Aus der zweitgrößten französischen Stadt Marseille berichteten die Gewerkschaften von 280.000 Teilnehmern, in Bordeaux gingen demnach 110.000 und in Nantes 80.000 Menschen auf die Straße. Die Behörden meldeten erheblich geringere Teilnehmerzahlen: So sprachen sie für Marseille von lediglich 16.000 Demonstrierenden.
Die Teilnehmerzahlen waren indes erheblich höher als in den Wochen zuvor. Es war der erste Protesttag gegen die Reform, seit Premierministerin Elisabeth Borne auf Anweisung Macrons zur Durchsetzung der Reform auf den Verfassungsparagrafen 49.3 zurückgegriffen hatte.
Demnach kann ein Gesetz ohne Schlussabstimmung im Parlament verabschiedet werden, wenn die Regierung ein anschließendes Misstrauensvotum übersteht. Am Montag war die Regierung bei einem solchen Votum knapp ihrem Sturz entgangen.
Das Durchdrücken der Rentenreform verstärkte noch die Wut der Regierungskritiker. Der Eisenbahnverkehr in Frankreich und die Pariser U-Bahn waren am Donnerstag aufgrund der Streiks stark beeinträchtigt.
Die französische Behörde für Zivilluftfahrt forderte Fluggesellschaften für Donnerstag und Freitag auf, 30 Prozent ihrer Flüge von Paris-Orly und 20 Prozent an anderen Flughäfen zu streichen. Grund dafür ist ein Streik der Fluglotsen. Die Häfen von Marseille und Brest waren blockiert. An Dutzenden Gymnasien und Universitäten war der Betrieb eingestellt.
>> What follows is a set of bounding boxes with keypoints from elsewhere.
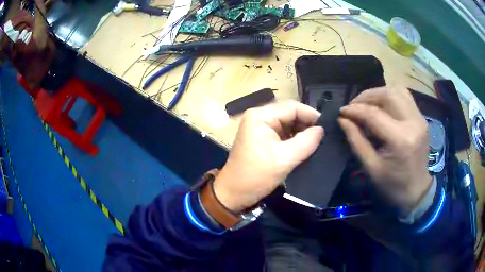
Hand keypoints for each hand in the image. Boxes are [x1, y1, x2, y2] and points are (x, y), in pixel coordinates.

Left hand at [214, 101, 323, 212]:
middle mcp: (259, 116)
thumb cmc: (256, 176)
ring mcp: (259, 126)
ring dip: (301, 131)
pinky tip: (304, 145)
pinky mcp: (261, 137)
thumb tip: (321, 130)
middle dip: (306, 124)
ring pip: (287, 123)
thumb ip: (306, 142)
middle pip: (289, 113)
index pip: (292, 107)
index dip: (311, 115)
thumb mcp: (284, 159)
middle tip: (323, 136)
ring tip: (317, 141)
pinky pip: (282, 132)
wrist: (234, 193)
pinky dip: (293, 138)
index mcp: (260, 116)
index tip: (327, 127)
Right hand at [339, 86, 431, 211]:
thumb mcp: (371, 168)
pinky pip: (405, 97)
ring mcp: (420, 119)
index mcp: (400, 139)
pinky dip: (390, 96)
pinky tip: (382, 105)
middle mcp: (413, 123)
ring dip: (379, 93)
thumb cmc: (392, 186)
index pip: (374, 114)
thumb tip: (343, 119)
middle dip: (367, 96)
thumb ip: (356, 140)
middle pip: (388, 95)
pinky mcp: (421, 119)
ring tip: (367, 104)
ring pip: (397, 91)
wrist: (416, 192)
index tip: (341, 111)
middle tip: (354, 106)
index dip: (355, 110)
Die Müllabfuhr in der französischen Hauptstadt, die seit dem 6. März streikt, kündigte eine Verlängerung ihres Ausstands bis Montag an. In Paris stapeln sich seither Müllsäcke in den Straßen, überquellende Mülltonnen stehen auf den Bürgersteigen. Auch Blockaden vor Raffinerien sollten fortgesetzt werden - was die Sorge hinsichtlich einer Kraftstoffknappheit steigen ließ.
Präsident Macron hatte sich in einem TV-Interview am Mittwoch unnachgiebig angesichts der Kritik an der Rentenreform gezeigt. Er äußerte die Erwartung, dass die Reform "bis zum Jahresende" in Kraft treten werde. Sie sieht insbesondere vor, das Renteneintrittsalter bis 2030 von 62 auf 64 Jahre anzuheben.
Ein Ende der Demonstrationen ist nicht in Sicht: Die Gewerkschaften mobilisierten erneut für Dienstag. Damit überschneidet sich der Frankreich-Besuch des britischen Königs Charles III. mit dem zehnten landesweiten Streik- und Protesttag. Nach seine Ankunft am Sonntag soll es am Montag ein Bankett im Schloss Versailles zu Ehren des Königs geben.